In connection with the sale of the Purchased Assets, we issued to Ligand a warrant (the "Ligand Warrant") to purchase 867,052 shares of our common stock, at an exercise price equal to $17.30 per share. See Note 9 - Equity for further detail.

The $75.0 million in gross proceeds was allocated to the identified components as follows (in thousands):

 

Liability related to sale of future royalties and milestones

 

$

63,879

 

Ligand Warrant

 

 

7,098

 

Purchaser Upsize Option

 

 

4,023

 

Total Ligand Purchase Agreement gross proceeds

 

$

75,000

 

As a result of our significant continuing involvement in the generation of the cash flows of the Purchased Assets, we are required to account for $63.9 million of the proceeds from this transaction as a liability on our condensed consolidated balance sheet that will be recognized into revenue in proportion to the royalty and milestone payments paid to Ligand over the estimated life of the Ligand Purchase Agreement.

The Purchaser Upsize Option is considered a freestanding financial instrument as it is separately exercisable and can be legally transferred from the Ligand Purchase Agreement. As such, it is accounted for as a written option which is accounted for as a liability at fair value and remeasured at each balance sheet date with changes in fair value recorded in earnings. The fair value of the Purchaser Upsize Option at December 31, 2024 was $69,200.
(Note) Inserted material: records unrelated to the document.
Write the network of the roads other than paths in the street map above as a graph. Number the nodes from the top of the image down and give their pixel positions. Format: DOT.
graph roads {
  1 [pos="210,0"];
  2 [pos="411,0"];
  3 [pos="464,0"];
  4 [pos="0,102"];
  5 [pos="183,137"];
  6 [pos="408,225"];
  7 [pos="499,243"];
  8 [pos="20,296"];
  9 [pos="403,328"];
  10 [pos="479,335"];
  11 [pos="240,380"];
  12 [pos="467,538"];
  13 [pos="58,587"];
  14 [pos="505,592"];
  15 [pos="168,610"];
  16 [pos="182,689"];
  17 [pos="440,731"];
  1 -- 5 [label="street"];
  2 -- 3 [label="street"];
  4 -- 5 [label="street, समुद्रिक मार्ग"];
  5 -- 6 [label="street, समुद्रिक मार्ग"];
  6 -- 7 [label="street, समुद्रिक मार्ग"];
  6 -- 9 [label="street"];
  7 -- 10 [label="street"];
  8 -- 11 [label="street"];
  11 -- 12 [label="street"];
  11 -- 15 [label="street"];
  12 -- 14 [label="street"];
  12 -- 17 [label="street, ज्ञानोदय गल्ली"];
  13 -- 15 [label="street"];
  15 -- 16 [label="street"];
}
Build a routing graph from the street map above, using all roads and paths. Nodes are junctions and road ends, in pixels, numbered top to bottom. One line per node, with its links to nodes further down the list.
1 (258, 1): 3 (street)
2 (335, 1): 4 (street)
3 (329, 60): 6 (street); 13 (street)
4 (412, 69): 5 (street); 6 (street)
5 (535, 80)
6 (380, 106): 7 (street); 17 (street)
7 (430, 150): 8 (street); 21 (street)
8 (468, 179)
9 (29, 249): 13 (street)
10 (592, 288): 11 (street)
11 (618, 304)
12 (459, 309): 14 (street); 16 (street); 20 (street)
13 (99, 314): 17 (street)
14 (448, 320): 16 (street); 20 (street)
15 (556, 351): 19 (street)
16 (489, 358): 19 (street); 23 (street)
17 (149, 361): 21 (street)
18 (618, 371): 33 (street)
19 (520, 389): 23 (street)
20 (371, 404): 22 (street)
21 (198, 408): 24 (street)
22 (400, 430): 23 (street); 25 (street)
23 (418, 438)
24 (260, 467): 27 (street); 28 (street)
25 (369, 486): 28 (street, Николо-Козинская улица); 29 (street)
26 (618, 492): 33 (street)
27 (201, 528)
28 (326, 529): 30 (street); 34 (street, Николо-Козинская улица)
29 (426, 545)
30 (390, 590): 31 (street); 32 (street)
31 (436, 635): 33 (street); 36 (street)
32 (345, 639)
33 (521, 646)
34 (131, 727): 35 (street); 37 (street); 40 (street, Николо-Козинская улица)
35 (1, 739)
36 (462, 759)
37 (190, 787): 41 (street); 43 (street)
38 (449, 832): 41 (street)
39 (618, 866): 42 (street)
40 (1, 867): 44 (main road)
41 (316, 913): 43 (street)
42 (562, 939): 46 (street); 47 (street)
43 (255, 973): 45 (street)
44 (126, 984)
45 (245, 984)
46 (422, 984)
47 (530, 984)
The Ligand Warrant is considered a freestanding financial instrument as it is separately exercisable and can be legally transferred from the Ligand Purchase Agreement, which was determined to be equity-classified under ASC 815.

To allocate the proceeds, the Purchaser Upsize Option liability and equity-classified Ligand Warrants were recognized based on their fair values and the residual was allocated to a liability related to the sale of future royalties and milestones on our consolidated balance sheets.

During the year ended December 31, 2024, we recorded $10.6 million of non-cash interest expense related to the Ligand Purchase Agreement.

As royalties are remitted to us and milestone and sales are earned from the Purchased Assets, the balance of the recorded liability will be effectively repaid over the life of the Ligand Purchase Agreement. To determine the amortization of the recorded liability, we are required to estimate the total amount of future payments that Ligand is entitled to under the Ligand Purchase Agreement. The sum of these amounts less the $63.9 million proceeds allocated to the liability related to sale of future royalties and milestones will be recorded as interest expense over the life of the Ligand Purchase Agreement. Periodically, we assess the estimated royalty and milestone payments to be received and sales to be earned under the Ligand Purchase Agreement, and to the extent the amount or timing of the payments is materially different from our original estimates, we will prospectively adjust the amortization of the liability, and the related recognition of interest expense. As of December 31, 2024, our estimate of the effective annual interest rate over the life of the agreement was 24.3%.